How Jesus Became Savior

For many Christians, the word “Jesus” is virtually synonymous with the word “savior.” God sent his son so that, as the New Testament puts it, “all flesh shall see the salvation of God.” 1

In a sense, actually, God’s salvation had long been visible. The Israelites were saved from the Egyptians by Yahweh. (“God, their Savior, who had done great things in Egypt,” as the Hebrew Bible has it.) They were later saved from various other tormentors, sometimes by a human being sent for that purpose. (“The Lord gave Israel a savior, so that they escaped from the hand of the Arameans.”) And even as Yahweh subjected them to the wrath of the Babylonians—his subtle reminder that salvation is not unconditional—he was preparing Cyrus of Persia to carry divine salvation to the Israelites yet again. Thus the prophet Jeremiah could call Yahweh the “hope of Israel, its savior in time of trouble.” 2

But none of this is what Christians mean by “salvation.” When they call Christ the savior, they’re not talking about the salvation of the society or even the physical salvation of the individual, but rather the salvation of the individual’s soul upon death. The heart of the Christian message is that God sent his son to lay out the path to eternal life.

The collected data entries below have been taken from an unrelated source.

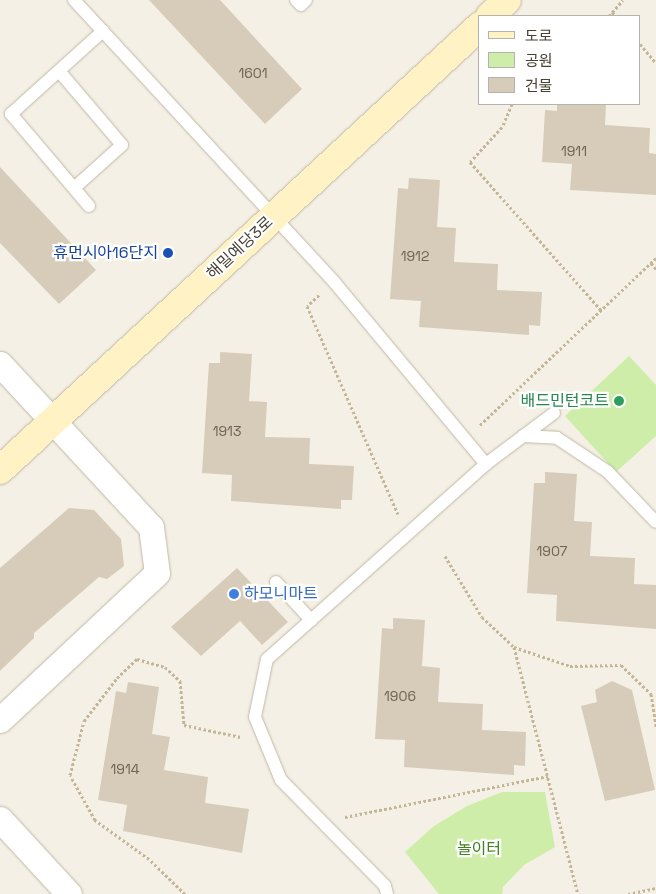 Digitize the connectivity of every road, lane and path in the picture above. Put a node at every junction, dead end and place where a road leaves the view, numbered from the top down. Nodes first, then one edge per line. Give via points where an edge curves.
1 (74, 0) edge
2 (296, 0) edge
3 (306, 0) edge
4 (507, 0) edge
5 (623, 0) edge
6 (612, 12) junction
7 (491, 15) edge
8 (610, 15) edge
9 (615, 15) edge
10 (478, 28) edge
11 (103, 31) junction
12 (641, 45) edge
13 (656, 63) edge
14 (59, 71) junction
15 (512, 105) edge
16 (74, 188) junction
17 (89, 206) dead end
18 (275, 216) junction
19 (656, 258) edge
20 (651, 263) junction
21 (656, 269) edge
22 (335, 283) junction
23 (601, 310) junction
24 (0, 364) edge
25 (554, 413) dead end
26 (54, 421) junction
27 (523, 436) junction
28 (466, 439) junction
29 (486, 464) junction
30 (0, 470) edge
31 (656, 522) edge
32 (406, 535) junction
33 (445, 556) dead end
34 (276, 582) dead end
35 (310, 620) junction
36 (514, 647) junction
37 (654, 701) edge
38 (0, 720) edge
39 (656, 727) edge
40 (266, 743) junction
41 (548, 776) junction
42 (0, 819) edge
43 (322, 822) junction
44 (656, 888) edge
45 (69, 894) edge
46 (185, 894) edge
47 (387, 894) edge
48 (578, 894) edge
49 (628, 894) edge

1 - 11 lane
2 - 3 lane via 301,5
4 - 7 street
5 - 6 path
6 - 8 path
6 - 9 path
10 - 18 street, 해밀예당3로
11 - 14 lane
11 - 18 lane
12 - 13 path
14 - 16 lane via 12,114
14 - 16 lane via 122,144
15 - 23 path via 502,127 470,162
16 - 17 lane
18 - 22 lane
18 - 26 street, 해밀예당3로
19 - 20 path
20 - 21 path
20 - 23 path
22 - 28 lane
22 - 32 path via 306,306 346,391
23 - 28 path
24 - 26 street
25 - 27 lane
26 - 30 street, 해밀예당3로
26 - 38 street via 151,527 157,573
27 - 29 lane
27 - 31 lane via 556,438 608,472
28 - 29 lane
29 - 32 lane
32 - 35 lane
33 - 36 path via 482,617
34 - 35 lane
35 - 40 lane via 267,658 255,717
36 - 37 path via 570,666 621,665 651,694
36 - 41 path
37 - 39 path
40 - 43 lane via 281,780
40 - 46 path via 184,725 180,681 165,668 137,660 117,678 84,721 70,775 95,820 149,858
41 - 43 path
41 - 48 path
42 - 45 street
43 - 47 lane via 384,886
44 - 49 path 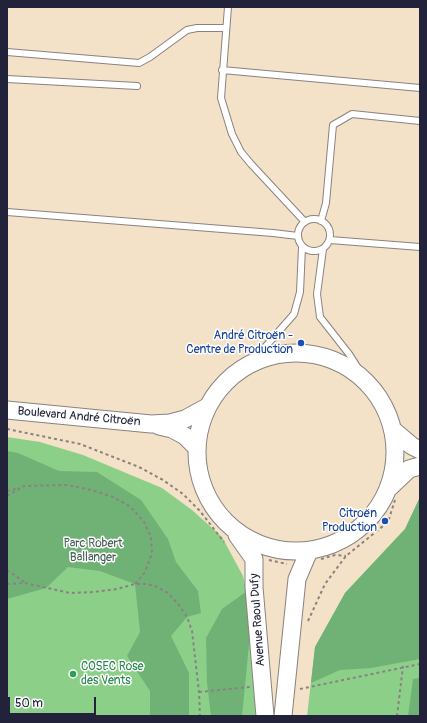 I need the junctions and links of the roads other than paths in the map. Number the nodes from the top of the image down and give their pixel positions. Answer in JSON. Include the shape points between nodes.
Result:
{"nodes":[{"id":1,"x":228,"y":7,"type":"edge"},
{"id":2,"x":226,"y":28,"type":"junction"},
{"id":3,"x":7,"y":52,"type":"edge"},
{"id":4,"x":222,"y":70,"type":"junction"},
{"id":5,"x":7,"y":79,"type":"edge"},
{"id":6,"x":137,"y":86,"type":"dead end"},
{"id":7,"x":420,"y":88,"type":"edge"},
{"id":8,"x":420,"y":121,"type":"edge"},
{"id":9,"x":7,"y":212,"type":"edge"},
{"id":10,"x":321,"y":221,"type":"junction"},
{"id":11,"x":305,"y":222,"type":"junction"},
{"id":12,"x":298,"y":236,"type":"junction"},
{"id":13,"x":330,"y":240,"type":"junction"},
{"id":14,"x":302,"y":247,"type":"junction"},
{"id":15,"x":420,"y":247,"type":"edge"},
{"id":16,"x":323,"y":249,"type":"junction"},
{"id":17,"x":252,"y":362,"type":"junction"},
{"id":18,"x":368,"y":384,"type":"junction"},
{"id":19,"x":207,"y":407,"type":"junction"},
{"id":20,"x":7,"y":410,"type":"edge"},
{"id":21,"x":151,"y":424,"type":"junction"},
{"id":22,"x":393,"y":430,"type":"junction"},
{"id":23,"x":196,"y":447,"type":"junction"},
{"id":24,"x":420,"y":450,"type":"edge"},
{"id":25,"x":420,"y":466,"type":"edge"},
{"id":26,"x":390,"y":487,"type":"junction"},
{"id":27,"x":234,"y":530,"type":"junction"},
{"id":28,"x":309,"y":551,"type":"junction"},
{"id":29,"x":265,"y":716,"type":"edge"},
{"id":30,"x":283,"y":716,"type":"edge"}],
"edges":[{"from":1,"to":2,"type":"lane"},
{"from":2,"to":3,"type":"lane","via":[[187,30],[139,63]]},
{"from":2,"to":4,"type":"lane"},
{"from":4,"to":7,"type":"lane"},
{"from":4,"to":11,"type":"lane","via":[[221,98],[232,134],[241,152]]},
{"from":5,"to":6,"type":"lane"},
{"from":8,"to":10,"type":"lane","via":[[352,114],[333,124],[326,204]]},
{"from":9,"to":12,"type":"lane"},
{"from":10,"to":11,"type":"lane"},
{"from":10,"to":13,"type":"lane","via":[[329,228]]},
{"from":11,"to":12,"type":"lane","via":[[298,231]]},
{"from":12,"to":14,"type":"lane"},
{"from":13,"to":15,"type":"lane"},
{"from":13,"to":16,"type":"lane"},
{"from":14,"to":16,"type":"lane","via":[[315,252]]},
{"from":14,"to":17,"type":"lane","via":[[300,292],[294,314]]},
{"from":16,"to":18,"type":"lane","via":[[317,294],[320,317],[349,354]]},
{"from":17,"to":18,"type":"main road","via":[[293,352],[314,354],[334,360],[352,370]]},
{"from":17,"to":19,"type":"main road","via":[[218,389]]},
{"from":18,"to":22,"type":"main road","via":[[384,405]]},
{"from":19,"to":21,"type":"main road","name":"Boulevard André Citroën","via":[[185,419]]},
{"from":19,"to":23,"type":"main road","via":[[199,426]]},
{"from":20,"to":21,"type":"main road","name":"Boulevard André Citroën"},
{"from":21,"to":23,"type":"main road","name":"Boulevard André Citroën","via":[[172,429],[185,436]]},
{"from":22,"to":24,"type":"main road"},
{"from":22,"to":26,"type":"main road","via":[[396,449]]},
{"from":23,"to":27,"type":"main road","via":[[197,466],[209,501],[220,517]]},
{"from":25,"to":26,"type":"main road","via":[[409,469]]},
{"from":26,"to":28,"type":"main road","via":[[371,518],[358,530],[343,540]]},
{"from":27,"to":28,"type":"main road","via":[[250,541],[269,548],[289,552]]},
{"from":27,"to":29,"type":"main road","name":"Avenue Raoul Dufy","via":[[254,559]]},
{"from":28,"to":30,"type":"main road","via":[[296,579]]}]}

Jesus is, in this view, a heavenly being who controls access to heaven. He “is seated on the right hand of the Father” and will “judge the living and the dead,” as it is put in the Nicene Creed, a foundational document of ancient Christianity and to this day a common denominator of Roman Catholic, Eastern Orthodox, and most Protestant churches.

This Christian notion of salvation was a watershed in the evolution of the Abrahamic god—or, at least, in the non-Jewish lineage of that evolution. In both its Christian and Muslim forms, it would prove influential in ways both fortunate and unfortunate. Believing that heaven awaits you shortly after death makes death a less harrowing prospect. And this, in turn, can make dying in a holy war a more attractive prospect, a fact that has shaped history and even today shapes headlines.

After Jesus’s death, there was good news and bad news for anyone who would set out to carry the Christian message of salvation across the Roman Empire. Both kinds of news are embodied in little figurines that archaeologists have found in the northern regions of the empire. There, scattered across burial sites, are bronze renditions of a god named Osiris. 3 Exploiting trade routes, this god had traveled all the way to Gaul—what is now France—from his native Egypt.

Osiris, who had been a major god in Egypt for millennia, bore a striking resemblance to the Jesus described in the Nicene Creed. He inhabited the afterworld, and there he judged the recently deceased, granting eternal life to those who believed in him and lived by his code. Hence the good news for Christian evangelists: Osiris’s penetration of the Roman Empire suggested a widespread thirst for a divine figure of this sort, a sizable niche that a figure like Jesus might fill.